Shooting in Auto Mode

By beginnerphotography | Camera Settings

Jul 17
Camera mode dial in the auto setting.

EXAMPLE: Auto Mode Dial setting.

Taking photos in Auto Mode is supposed to be easy and fun but it’s frustrating sometimes, isn’t it?

I remember the confusion of owning a brand new camera but once I learned what “that” setting was at least I felt like I was making progress.

Still, if the camera is supposed to be helping you capture great photos why doesn’t it always “get it right?”

Have you experienced frustrations with:

  • Your photos being overexposed or underexposed.
  • Pictures with a weird yellow color, especially your indoor photos.
  • How to take better pictures when shooting in low light.
  • The sky looks flat, blah, and washed out.
  • There is uneven lighting on your subject with bright areas and shadows.
  • You are using the built in flash but it doesn’t make any difference.
  • The shutter button “doesn’t work” and you are unable to take the picture.

 

Why things happen the way they do in Auto Mode

Let’s begin with exposure.

Your camera is working behind the scenes for you as its light meter reads and calculates the amount of light from within the scene, or subject.

Based on what’s interpreted the camera adjusts exposure to what it thinks is correct.

This means it is adjusting the aperture, shutter speed, ISO and white balance for you.

In comparison, if you were shooting in Manual Mode, you would make the adjustments.

Why does the camera get confused?

Brown bear in a tree

EXAMPLE: Underexposed bear in a tree.

 

There are times when it’s unable to read all of the light variables, in certain situations.

This is a perfect example of why the bear is underexposed, or too dark.

If you look closely you’ll notice a patch of light grey sky behind the bear.
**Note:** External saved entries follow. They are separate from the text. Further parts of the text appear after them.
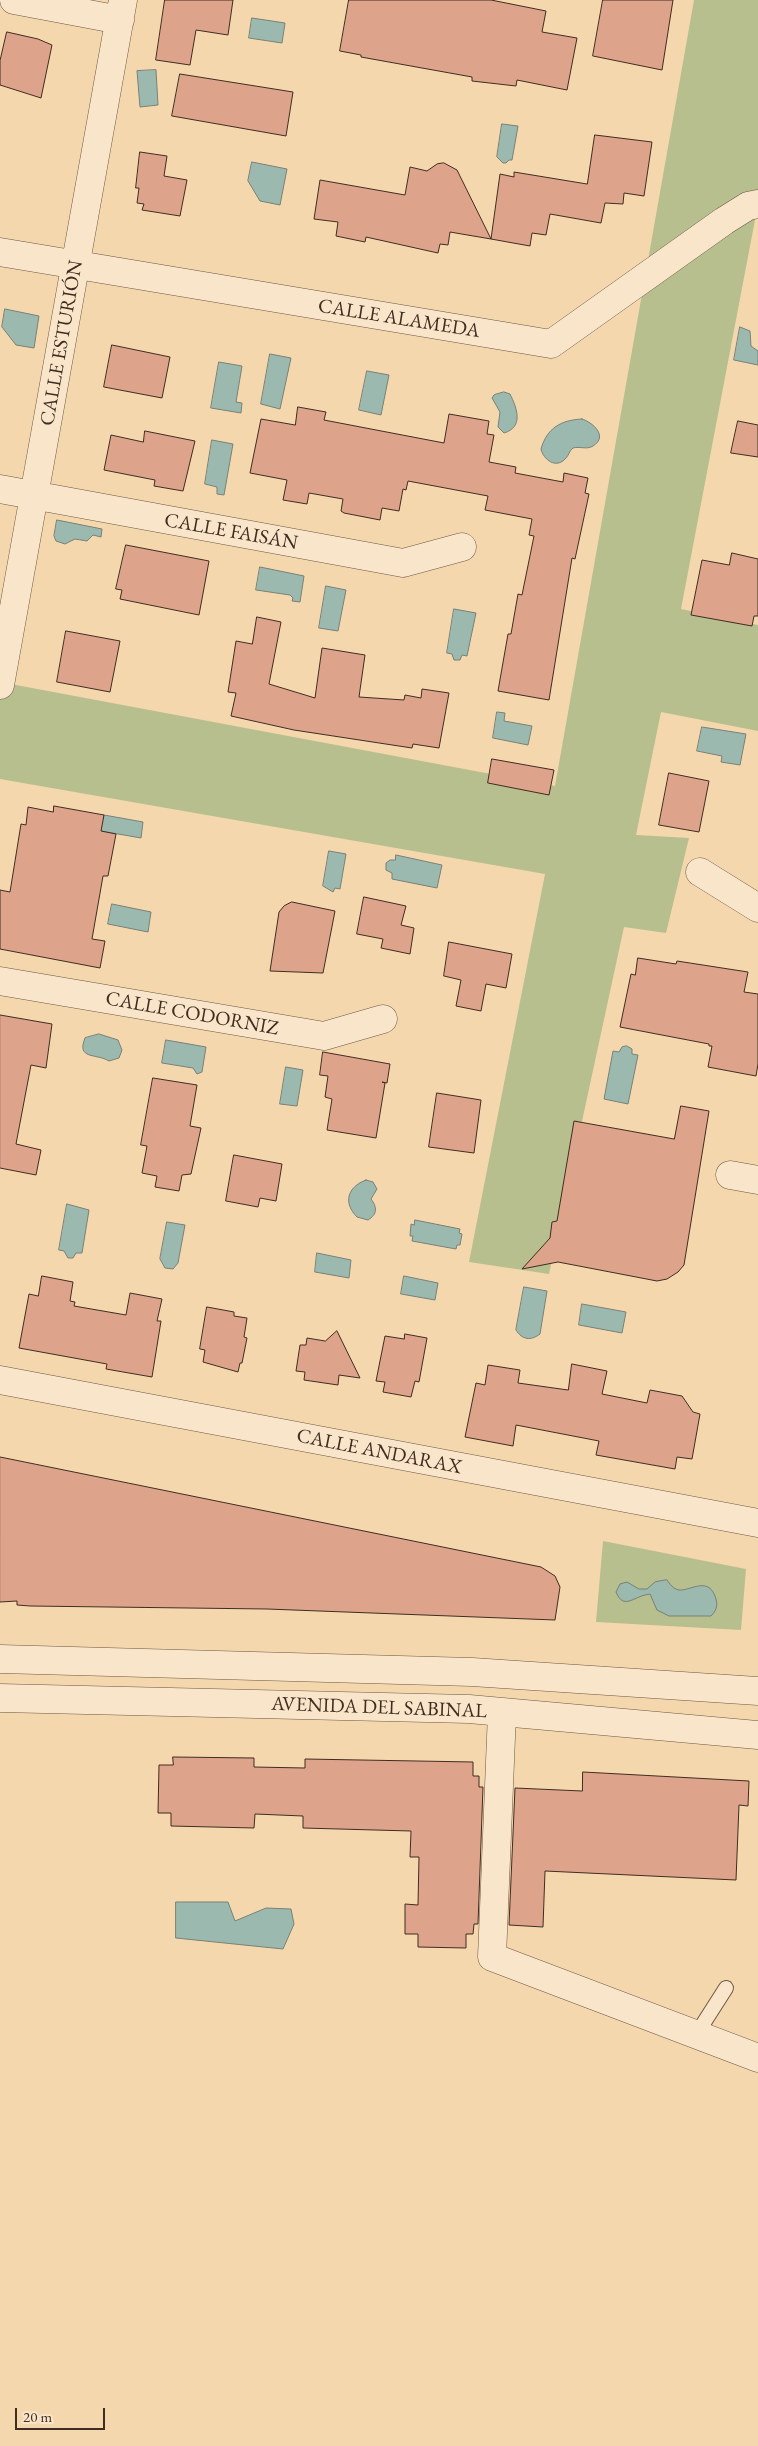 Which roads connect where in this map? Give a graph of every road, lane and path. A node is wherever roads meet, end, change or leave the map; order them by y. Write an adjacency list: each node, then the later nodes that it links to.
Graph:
1 (14, 0): 2 (street)
2 (122, 10): 5 (street, CALLE ESTURIÓN)
3 (758, 204): 5 (street, CALLE ALAMEDA)
4 (0, 252): 5 (street, CALLE ALAMEDA)
5 (76, 266): 7 (street, CALLE ESTURIÓN)
6 (0, 489): 7 (street, CALLE FAISÁN)
7 (35, 495): 8 (street, CALLE FAISÁN); 9 (street, CALLE ESTURIÓN)
8 (462, 547)
9 (0, 685)
10 (700, 872): 11 (street)
11 (758, 908)
12 (0, 982): 13 (street, CALLE CODORNIZ)
13 (383, 1019)
14 (730, 1174): 15 (street)
15 (758, 1180)
16 (0, 1380): 17 (street, CALLE ANDARAX)
17 (758, 1523)
18 (0, 1659): 19 (street, AVENIDA DEL SABINAL)
19 (758, 1692)
20 (0, 1698): 21 (street, AVENIDA DEL SABINAL)
21 (502, 1713): 22 (street, AVENIDA DEL SABINAL); 24 (street)
22 (758, 1735)
23 (726, 1988): 24 (lane)
24 (696, 2034): 25 (street)
25 (758, 2058)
Combine this with low light in the evening and the camera reading  the background area for exposure the result is a bear, the main subject, poorly exposed and lacking visible detail.

The fact I am a safe distance from the bear, so it’s father away, doesn’t help either.

 

A rstream in the mountains on a bright summer day.
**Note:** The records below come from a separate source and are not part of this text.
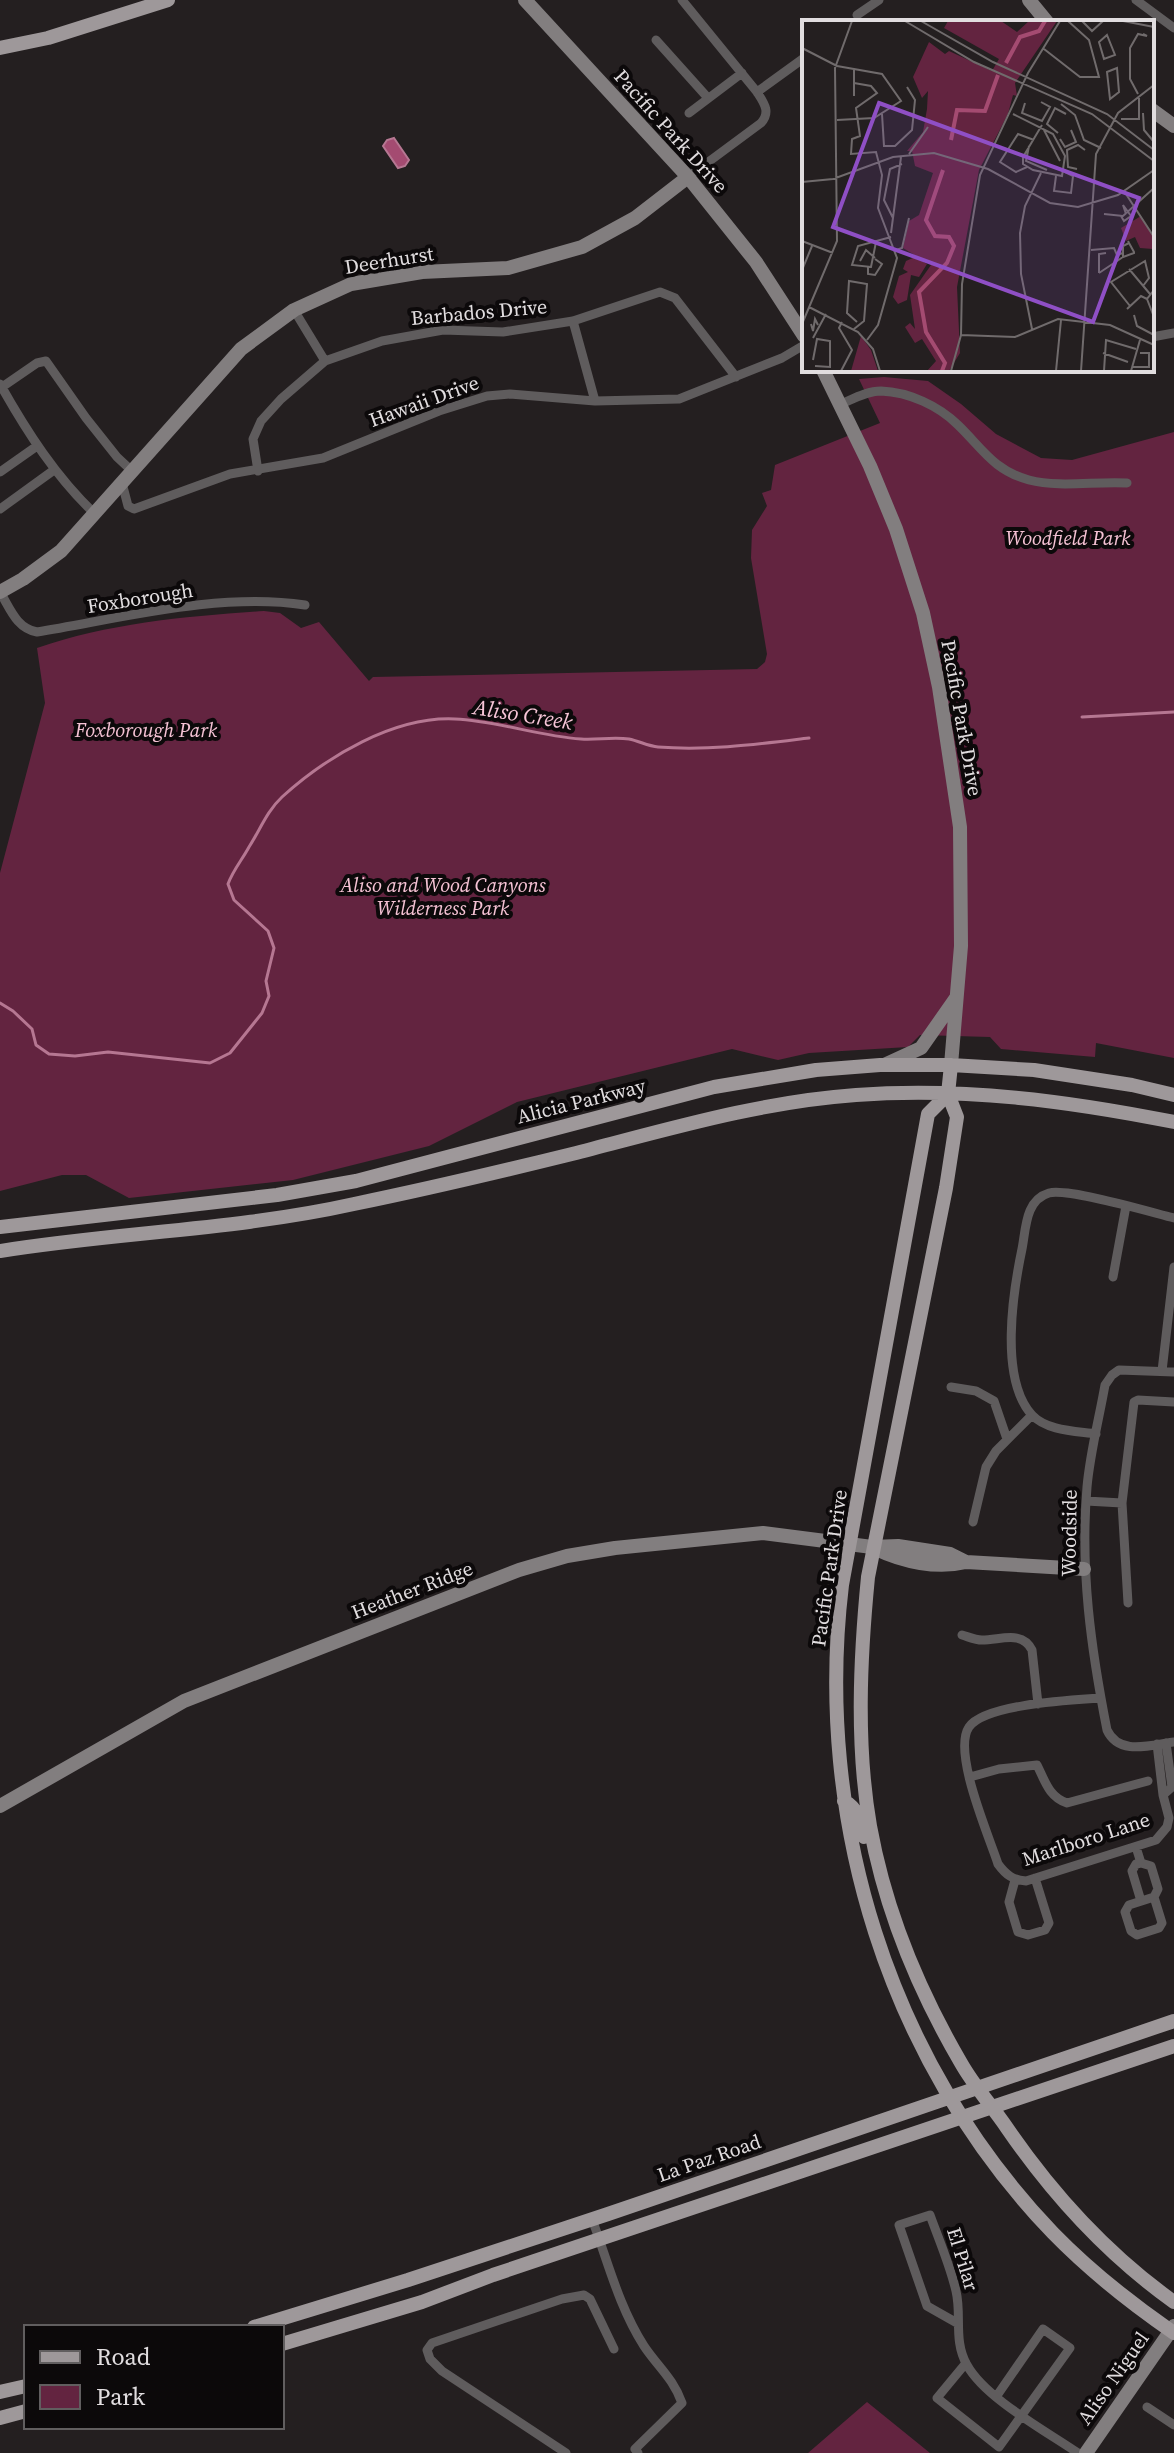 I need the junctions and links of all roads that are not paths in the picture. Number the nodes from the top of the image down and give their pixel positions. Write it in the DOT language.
graph roads {
  1 [pos="168,0"];
  2 [pos="525,0"];
  3 [pos="682,0"];
  4 [pos="879,0"];
  5 [pos="1029,0"];
  6 [pos="1136,0"];
  7 [pos="1159,0"];
  8 [pos="1150,10"];
  9 [pos="857,15"];
  10 [pos="1045,20"];
  11 [pos="1174,28"];
  12 [pos="656,40"];
  13 [pos="0,48"];
  14 [pos="802,59"];
  15 [pos="742,73"];
  16 [pos="757,92"];
  17 [pos="708,98"];
  18 [pos="1154,111"];
  19 [pos="689,113"];
  20 [pos="1174,126"];
  21 [pos="688,177"];
  22 [pos="294,310"];
  23 [pos="573,321"];
  24 [pos="802,333"];
  25 [pos="1174,333"];
  26 [pos="1154,337"];
  27 [pos="802,346"];
  28 [pos="325,361"];
  29 [pos="824,372"];
  30 [pos="736,377"];
  31 [pos="1,386"];
  32 [pos="595,401"];
  33 [pos="4,403"];
  34 [pos="844,410"];
  35 [pos="37,446"];
  36 [pos="54,470"];
  37 [pos="132,471"];
  38 [pos="258,471"];
  39 [pos="0,472"];
  40 [pos="122,483"];
  41 [pos="1127,483"];
  42 [pos="0,509"];
  43 [pos="95,514"];
  44 [pos="0,592"];
  45 [pos="305,605"];
  46 [pos="958,995"];
  47 [pos="884,1065"];
  48 [pos="951,1065"];
  49 [pos="948,1094"];
  50 [pos="1174,1095"];
  51 [pos="1174,1122"];
  52 [pos="1126,1206"];
  53 [pos="1174,1218"];
  54 [pos="0,1227"];
  55 [pos="0,1251"];
  56 [pos="1174,1267"];
  57 [pos="1113,1277"];
  58 [pos="1171,1303"];
  59 [pos="1162,1371"];
  60 [pos="1174,1372"];
  61 [pos="951,1387"];
  62 [pos="1174,1402"];
  63 [pos="1032,1415"];
  64 [pos="1096,1434"];
  65 [pos="1007,1439"];
  66 [pos="1086,1501"];
  67 [pos="1122,1503"];
  68 [pos="973,1522"];
  69 [pos="849,1544"];
  70 [pos="872,1547"];
  71 [pos="1084,1569"];
  72 [pos="1128,1603"];
  73 [pos="962,1635"];
  74 [pos="1100,1698"];
  75 [pos="1038,1704"];
  76 [pos="1166,1743"];
  77 [pos="970,1777"];
  78 [pos="1148,1781"];
  79 [pos="844,1801"];
  80 [pos="0,1806"];
  81 [pos="1136,1847"];
  82 [pos="1141,1863"];
  83 [pos="1035,1878"];
  84 [pos="1015,1880"];
  85 [pos="1154,1897"];
  86 [pos="889,1899"];
  87 [pos="1141,1901"];
  88 [pos="1174,2021"];
  89 [pos="1174,2046"];
  90 [pos="977,2087"];
  91 [pos="951,2098"];
  92 [pos="992,2107"];
  93 [pos="963,2117"];
  94 [pos="592,2219"];
  95 [pos="600,2241"];
  96 [pos="1174,2302"];
  97 [pos="957,2323"];
  98 [pos="261,2325"];
  99 [pos="1173,2330"];
  100 [pos="284,2343"];
  101 [pos="614,2349"];
  102 [pos="966,2363"];
  103 [pos="24,2386"];
  104 [pos="0,2392"];
  105 [pos="996,2397"];
  106 [pos="1147,2407"];
  107 [pos="24,2412"];
  108 [pos="1022,2415"];
  109 [pos="0,2418"];
  110 [pos="1174,2425"];
  111 [pos="566,2453"];
  112 [pos="638,2453"];
  113 [pos="1078,2453"];
  114 [pos="1086,2453"];
  1 -- 13 [label="main road"];
  2 -- 21 [label="street, Pacific Park Drive"];
  3 -- 15 [label="street"];
  4 -- 9 [label="street"];
  5 -- 10 [label="street"];
  6 -- 8 [label="street"];
  7 -- 8 [label="street"];
  8 -- 11 [label="street"];
  12 -- 17 [label="street"];
  14 -- 16 [label="street"];
  15 -- 16 [label="street"];
  15 -- 17 [label="street"];
  16 -- 21 [label="street"];
  17 -- 19 [label="street"];
  18 -- 20 [label="street"];
  21 -- 22 [label="street, Deerhurst"];
  21 -- 24 [label="street, Pacific Park Drive"];
  22 -- 28 [label="street"];
  22 -- 37 [label="street, Deerhurst"];
  23 -- 28 [label="street, Barbados Drive"];
  23 -- 30 [label="street, Barbados Drive"];
  23 -- 32 [label="street"];
  25 -- 26 [label="street"];
  27 -- 30 [label="street, Hawaii Drive"];
  28 -- 38 [label="street, Barbados Drive"];
  29 -- 34 [label="street, Pacific Park Drive"];
  30 -- 32 [label="street, Hawaii Drive"];
  31 -- 33 [label="street"];
  31 -- 37 [label="street"];
  32 -- 38 [label="street, Hawaii Drive"];
  33 -- 35 [label="street"];
  34 -- 41 [label="street"];
  34 -- 46 [label="street, Pacific Park Drive"];
  35 -- 36 [label="street"];
  35 -- 39 [label="street"];
  36 -- 42 [label="street"];
  36 -- 43 [label="street"];
  37 -- 40 [label="street, Deerhurst"];
  38 -- 40 [label="street, Hawaii Drive"];
  40 -- 43 [label="street, Deerhurst"];
  43 -- 44 [label="street, Deerhurst"];
  44 -- 45 [label="street, Foxborough"];
  46 -- 47 [label="street"];
  46 -- 48 [label="street, Pacific Park Drive"];
  47 -- 48 [label="main road, Alicia Parkway"];
  47 -- 54 [label="main road, Alicia Parkway"];
  48 -- 49 [label="main road, Pacific Park Drive"];
  48 -- 50 [label="main road, Alicia Parkway"];
  49 -- 51 [label="main road"];
  49 -- 55 [label="main road"];
  49 -- 69 [label="main road, Pacific Park Drive"];
  49 -- 70 [label="main road, Pacific Park Drive"];
  52 -- 53 [label="street"];
  52 -- 57 [label="street"];
  52 -- 63 [label="street"];
  56 -- 58 [label="street"];
  58 -- 59 [label="street"];
  59 -- 60 [label="street"];
  59 -- 64 [label="street, Woodside"];
  61 -- 65 [label="street"];
  62 -- 67 [label="street"];
  63 -- 64 [label="street"];
  63 -- 65 [label="street"];
  64 -- 66 [label="street, Woodside"];
  65 -- 68 [label="street"];
  66 -- 67 [label="street"];
  66 -- 71 [label="street, Woodside"];
  67 -- 72 [label="street"];
  69 -- 70 [label="street, Heather Ridge"];
  69 -- 79 [label="main road, Pacific Park Drive"];
  69 -- 80 [label="street, Heather Ridge"];
  70 -- 71 [label="street, Heather Ridge"];
  70 -- 86 [label="main road, Pacific Park Drive"];
  71 -- 74 [label="street, Woodside"];
  73 -- 75 [label="street"];
  74 -- 75 [label="street"];
  74 -- 76 [label="street, Woodside"];
  75 -- 77 [label="street, Marlboro Lane"];
  76 -- 81 [label="street, Marlboro Lane"];
  77 -- 78 [label="street"];
  77 -- 84 [label="street, Marlboro Lane"];
  79 -- 86 [label="main road"];
  79 -- 91 [label="main road, Pacific Park Drive"];
  81 -- 82 [label="street"];
  81 -- 83 [label="street, Marlboro Lane"];
  82 -- 85 [label="street"];
  82 -- 87 [label="street"];
  83 -- 84 [label="street, Marlboro Lane"];
  83 -- 84 [label="street"];
  85 -- 87 [label="street"];
  85 -- 87 [label="street"];
  86 -- 90 [label="main road, Pacific Park Drive"];
  88 -- 90 [label="main road, La Paz Road"];
  89 -- 92 [label="main road"];
  90 -- 91 [label="main road, La Paz Road"];
  90 -- 92 [label="main road, Pacific Park Drive"];
  91 -- 93 [label="main road, Pacific Park Drive"];
  91 -- 94 [label="main road, La Paz Road"];
  92 -- 93 [label="main road"];
  92 -- 96 [label="main road, Pacific Park Drive"];
  93 -- 95 [label="main road"];
  93 -- 99 [label="main road, Pacific Park Drive"];
  94 -- 95 [label="street"];
  94 -- 98 [label="main road, La Paz Road"];
  95 -- 100 [label="main road"];
  95 -- 112 [label="street"];
  97 -- 97 [label="street, El Pilar"];
  97 -- 102 [label="street, El Pilar"];
  99 -- 114 [label="street, Aliso Niguel"];
  101 -- 111 [label="street"];
  102 -- 105 [label="street, El Pilar"];
  102 -- 108 [label="street"];
  103 -- 104 [label="main road"];
  105 -- 108 [label="street, El Pilar"];
  105 -- 108 [label="street"];
  106 -- 110 [label="street"];
  107 -- 109 [label="main road"];
  108 -- 113 [label="street, El Pilar"];
}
EXAMPLE: Overexposed mountain stream.

In the example above the camera has read the landscape relatively well as you can see that the trees are green and the sky is blue.

However, because the midday sun is shining on the water, making it whiter and brighter, the water is overexposed as the camera struggles with the extremes.

Strange color tones in your photos.

  • You have a weird yellow, or blue, color tone in your pictures.
  • It usually happens when you photograph indoors.
  • A blue, cooler exposure, rather than a more appropriate warmer tone.

 

Flowers in a watering can flower pot, with yellow light.

EXAMPLE – white balance rendering a yellow hue.

 

 

The White Balance setting, which the camera is choosing in auto, is the most likely cause for the “off color” you will experience from time to time.

You will most likely experience this with indoor photography as the light sources can prove a challenge for the camera to automatically adjust the white balance correctly, in certain situations.

Based on the light (temperature) the camera may calculate and render quite unacceptable results, such as the example left.

 

 

Flash

One of the most common reasons for flash not appearing to make any difference is when the subject is too far away.

The flash can only “reach” so far.

Depending on your distance from the subject there will be times when it’s not possible for the light from the flash to reach your subject.

In conclusion, when shooting in auto how can you deal with these and other frustrations?

Frustrating as it is, just be aware that the camera is doing the best job it can, but it will be unable to accurately capture every single subject every single time.

As you become more aware of when your camera may be challenged “in auto” you’ll be able to better understand why some of your pictures don’t turn out quite the way you expected.